(Input data begins)
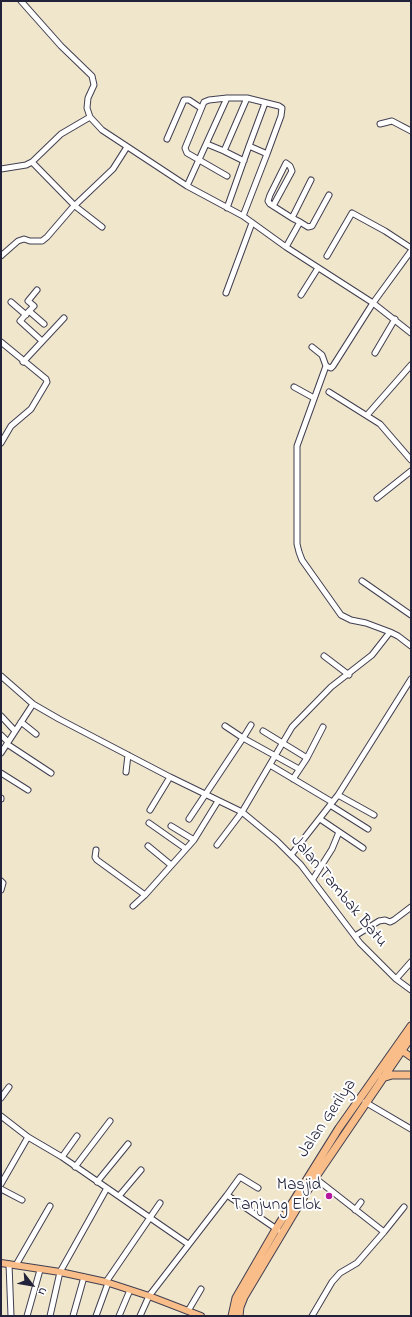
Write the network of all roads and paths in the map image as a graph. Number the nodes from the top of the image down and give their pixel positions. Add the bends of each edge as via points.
1 (21, 1) edge
2 (227, 98) junction
3 (247, 98) junction
4 (265, 103) junction
5 (201, 108) junction
6 (90, 117) junction
7 (380, 124) dead end
8 (411, 131) edge
9 (167, 139) dead end
10 (207, 144) junction
11 (249, 146) junction
12 (127, 148) junction
13 (224, 151) junction
14 (267, 154) junction
15 (198, 160) junction
16 (244, 161) junction
17 (32, 162) junction
18 (1, 169) edge
19 (227, 176) dead end
20 (311, 180) dead end
21 (187, 186) junction
22 (329, 195) dead end
23 (75, 206) junction
24 (273, 206) junction
25 (227, 208) junction
26 (243, 216) junction
27 (292, 218) junction
28 (300, 222) junction
29 (252, 223) junction
30 (102, 227) dead end
31 (286, 247) junction
32 (411, 250) edge
33 (1, 256) edge
34 (327, 256) dead end
35 (318, 268) junction
36 (37, 290) dead end
37 (226, 293) dead end
38 (301, 295) dead end
39 (12, 302) dead end
40 (373, 303) junction
41 (28, 313) junction
42 (64, 318) dead end
43 (395, 319) junction
44 (44, 324) dead end
45 (411, 333) edge
46 (42, 341) junction
47 (1, 342) edge
48 (312, 347) dead end
49 (375, 353) dead end
50 (23, 362) junction
51 (411, 365) edge
52 (328, 367) junction
53 (294, 387) dead end
54 (329, 392) dead end
55 (314, 398) junction
56 (368, 414) junction
57 (1, 442) edge
58 (411, 460) edge
59 (411, 471) edge
60 (377, 498) dead end
61 (362, 581) dead end
62 (411, 615) edge
63 (390, 632) junction
64 (411, 646) edge
65 (324, 656) dead end
66 (349, 675) junction
67 (1, 676) edge
68 (411, 679) edge
69 (33, 704) junction
70 (1, 716) edge
71 (21, 722) junction
72 (251, 725) dead end
73 (225, 726) dead end
74 (323, 727) dead end
75 (15, 731) junction
76 (263, 731) dead end
77 (36, 734) dead end
78 (1, 735) edge
79 (244, 738) junction
80 (7, 743) junction
81 (282, 743) junction
82 (1, 753) edge
83 (275, 754) junction
84 (128, 755) junction
85 (307, 758) junction
86 (270, 764) junction
87 (299, 769) junction
88 (126, 772) dead end
89 (1, 773) edge
90 (51, 774) dead end
91 (170, 777) junction
92 (293, 779) junction
93 (28, 790) dead end
94 (206, 794) junction
95 (338, 795) junction
96 (218, 801) junction
97 (331, 803) junction
98 (150, 810) dead end
99 (242, 812) junction
100 (374, 815) dead end
101 (189, 819) dead end
102 (320, 819) junction
103 (149, 823) dead end
104 (171, 826) dead end
105 (368, 829) dead end
106 (339, 832) junction
107 (194, 840) junction
108 (216, 845) dead end
109 (148, 846) dead end
110 (363, 848) dead end
111 (96, 850) dead end
112 (186, 850) junction
113 (291, 855) junction
114 (171, 865) junction
115 (313, 879) junction
116 (1, 881) edge
117 (1, 890) edge
118 (145, 895) junction
119 (133, 906) dead end
120 (411, 907) edge
121 (355, 936) junction
122 (411, 962) edge
123 (396, 979) junction
124 (411, 990) edge
125 (411, 1026) edge
126 (411, 1037) edge
127 (401, 1050) junction
128 (411, 1057) edge
129 (385, 1068) junction
130 (411, 1075) edge
131 (382, 1078) junction
132 (10, 1087) dead end
133 (1, 1098) edge
134 (365, 1102) junction
135 (1, 1116) edge
136 (110, 1121) dead end
137 (411, 1129) edge
138 (77, 1136) dead end
139 (28, 1137) junction
140 (128, 1144) dead end
141 (62, 1157) junction
142 (75, 1167) junction
143 (141, 1170) dead end
144 (315, 1178) junction
145 (97, 1182) junction
146 (1, 1184) edge
147 (107, 1188) junction
148 (258, 1188) dead end
149 (1, 1189) edge
150 (227, 1195) junction
151 (120, 1196) junction
152 (22, 1200) dead end
153 (361, 1202) dead end
154 (160, 1203) dead end
155 (50, 1206) dead end
156 (404, 1207) dead end
157 (355, 1210) junction
158 (150, 1216) junction
159 (276, 1228) junction
160 (283, 1232) junction
161 (384, 1232) junction
162 (188, 1244) junction
163 (6, 1263) edge
164 (40, 1270) junction
165 (60, 1272) junction
166 (84, 1277) junction
167 (107, 1283) junction
168 (201, 1289) dead end
169 (130, 1290) junction
170 (149, 1296) junction
171 (188, 1311) junction
172 (11, 1316) edge
173 (27, 1316) edge
174 (50, 1316) edge
175 (73, 1316) edge
176 (96, 1316) edge
177 (119, 1316) edge
178 (140, 1316) edge
179 (201, 1316) edge
180 (232, 1316) edge
181 (239, 1316) edge
182 (312, 1316) edge

1 - 6 street via 92,76 94,85 87,108
2 - 3 street
2 - 5 street via 206,101
2 - 10 street
3 - 4 street
3 - 13 street
4 - 11 street
4 - 14 street via 282,108
5 - 9 street via 189,100 184,100
5 - 15 street via 185,148 187,153
6 - 12 street via 102,130
6 - 17 street via 61,134
7 - 8 street via 392,121
10 - 13 street
10 - 15 street
11 - 14 street
11 - 16 street
12 - 21 street
12 - 23 street via 113,169
13 - 16 street
14 - 26 street
15 - 19 street
15 - 21 street
16 - 25 street
17 - 18 street
17 - 23 street
20 - 27 street
21 - 25 street
22 - 28 street via 312,226 308,227
23 - 30 street
23 - 33 street via 42,241 18,241
24 - 24 street via 292,171 286,164 270,194 269,202
24 - 27 street
25 - 26 street
26 - 29 street
27 - 28 street
28 - 31 street
29 - 31 street
29 - 37 street
31 - 35 street
32 - 34 street via 386,231 352,212
32 - 40 street
35 - 38 street
35 - 40 street
36 - 41 street via 28,301 34,306
39 - 41 street
40 - 43 street
40 - 52 street
41 - 44 street
41 - 46 street via 20,321
42 - 46 street
43 - 45 street
43 - 49 street
46 - 50 street
47 - 50 street
48 - 52 street via 322,355
50 - 57 street via 47,382 31,409 11,426
51 - 56 street
52 - 55 street
53 - 55 street
54 - 56 street
55 - 63 street via 296,446 299,552 341,615
56 - 58 street
59 - 60 street
61 - 62 street
63 - 64 street
63 - 66 street via 372,655
65 - 66 street
66 - 81 street via 332,687 292,727
67 - 69 street, Jalan Tambak Batu
68 - 95 street
69 - 71 street
69 - 84 street, Jalan Tambak Batu
70 - 75 street
71 - 75 street
71 - 77 street
72 - 79 street
73 - 79 street
74 - 85 street
75 - 80 street
76 - 81 street
78 - 80 street
79 - 83 street
79 - 94 street
80 - 82 street
80 - 90 street
81 - 83 street
81 - 85 street
83 - 86 street
83 - 87 street
84 - 88 street
84 - 91 street, Jalan Tambak Batu
85 - 87 street
86 - 92 street
86 - 99 street
87 - 92 street
89 - 93 street
91 - 94 street, Jalan Tambak Batu
91 - 98 street
92 - 97 street
94 - 96 street, Jalan Tambak Batu
94 - 101 street
95 - 97 street
95 - 100 street
96 - 99 street, Jalan Tambak Batu
96 - 107 street
97 - 102 street
97 - 105 street
99 - 108 street
99 - 113 street, Jalan Tambak Batu
102 - 106 street
102 - 113 street
103 - 112 street
104 - 107 street
106 - 110 street
106 - 115 street
107 - 112 street
109 - 114 street
111 - 118 street via 97,860
112 - 114 street
113 - 115 street, Jalan Tambak Batu
114 - 118 street
115 - 121 street, Jalan Tambak Batu
116 - 117 street
118 - 119 street
120 - 121 street via 394,920 379,921
121 - 123 street, Jalan Tambak Batu
122 - 123 street
123 - 124 street, Jalan Tambak Batu
125 - 129 highway, Jalan Gerilya
126 - 127 highway, Jalan Gerilya
127 - 128 main road
127 - 129 highway, Jalan Gerilya
129 - 131 highway, Jalan Gerilya
129 - 159 highway, Jalan Gerilya via 339,1128
130 - 131 highway
131 - 134 highway, Jalan Gerilya
132 - 133 street
134 - 137 street
134 - 144 highway, Jalan Gerilya
135 - 139 street
136 - 142 street
138 - 141 street
139 - 141 street
139 - 146 street
140 - 145 street
141 - 142 street
142 - 145 street
143 - 151 street
144 - 157 street
144 - 160 highway, Jalan Gerilya
145 - 147 street
147 - 151 street
147 - 165 street
148 - 150 street via 240,1178
149 - 152 street
150 - 159 street
150 - 162 street
151 - 158 street
153 - 157 street
154 - 158 street
155 - 163 street
156 - 161 street
157 - 161 street
158 - 162 street
158 - 167 street
159 - 160 street
159 - 180 highway, Jalan Gerilya via 236,1298
160 - 181 highway, Jalan Gerilya via 242,1302
161 - 182 street via 357,1263 340,1273 332,1282
162 - 170 street
163 - 164 main road
163 - 172 street
164 - 165 main road
164 - 173 street
165 - 166 main road
165 - 174 street
166 - 167 main road
166 - 175 street
167 - 169 main road
167 - 176 street
168 - 171 street
169 - 170 main road
169 - 177 street
170 - 171 main road
170 - 178 street
171 - 179 main road

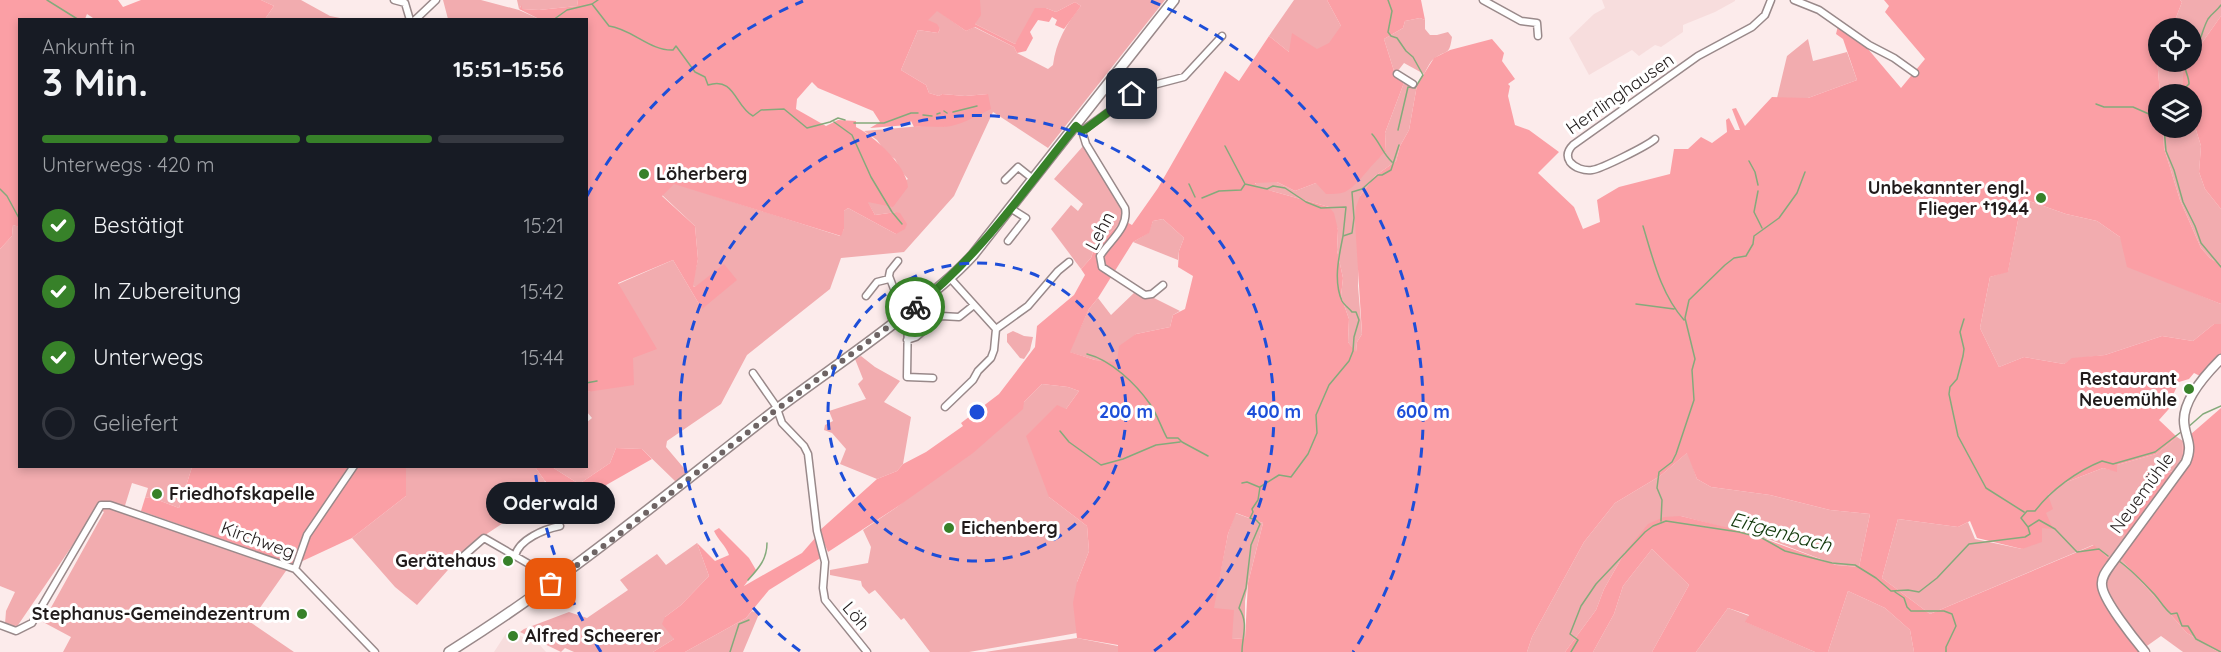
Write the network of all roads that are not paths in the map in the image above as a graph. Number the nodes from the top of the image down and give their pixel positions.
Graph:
1 (394, 0) edge
2 (436, 0) edge
3 (1174, 0) edge
4 (1483, 0) edge
5 (1771, 0) edge
6 (1794, 0) edge
7 (409, 18) edge
8 (417, 18) edge
9 (1222, 36) dead end
10 (1538, 36) dead end
11 (1915, 73) dead end
12 (1397, 74) dead end
13 (1413, 84) dead end
14 (1079, 128) junction
15 (1655, 140) dead end
16 (1033, 179) junction
17 (1005, 180) dead end
18 (1010, 208) junction
19 (1008, 241) dead end
20 (898, 261) dead end
21 (1069, 261) dead end
22 (951, 278) junction
23 (890, 279) junction
24 (1162, 285) dead end
25 (866, 296) dead end
26 (974, 304) junction
27 (908, 312) junction
28 (996, 329) junction
29 (907, 340) junction
30 (2221, 359) edge
31 (753, 373) dead end
32 (933, 378) dead end
33 (945, 407) dead end
34 (776, 410) junction
35 (353, 468) edge
36 (560, 526) dead end
37 (515, 556) junction
38 (460, 559) dead end
39 (295, 568) junction
40 (551, 584) junction
41 (0, 625) edge
42 (375, 652) edge
43 (449, 652) edge
44 (867, 652) edge
45 (2145, 652) edge

1 - 7 street
2 - 8 street
3 - 14 main road
4 - 10 street
5 - 15 street, Herrlinghausen
6 - 11 street
9 - 14 street
12 - 13 street
14 - 16 main road
14 - 24 street, Lehn
16 - 17 street
16 - 18 main road
18 - 19 street
18 - 22 main road
20 - 23 street
21 - 28 street
22 - 26 street
22 - 27 main road
23 - 25 street
23 - 27 street
26 - 28 street
26 - 29 street
27 - 29 street
27 - 34 main road
28 - 33 street
29 - 32 street
30 - 45 street, Neuemühle
31 - 34 street, Löh
34 - 40 main road
34 - 44 street, Löh
35 - 39 street
36 - 37 street
37 - 38 street
37 - 40 street
39 - 41 street, Kirchweg
39 - 42 street, Kirchweg
40 - 43 main road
(Input data ends)
Report back every line of the entries in which "Kirchweg" occurs.

39 - 41 street, Kirchweg
39 - 42 street, Kirchweg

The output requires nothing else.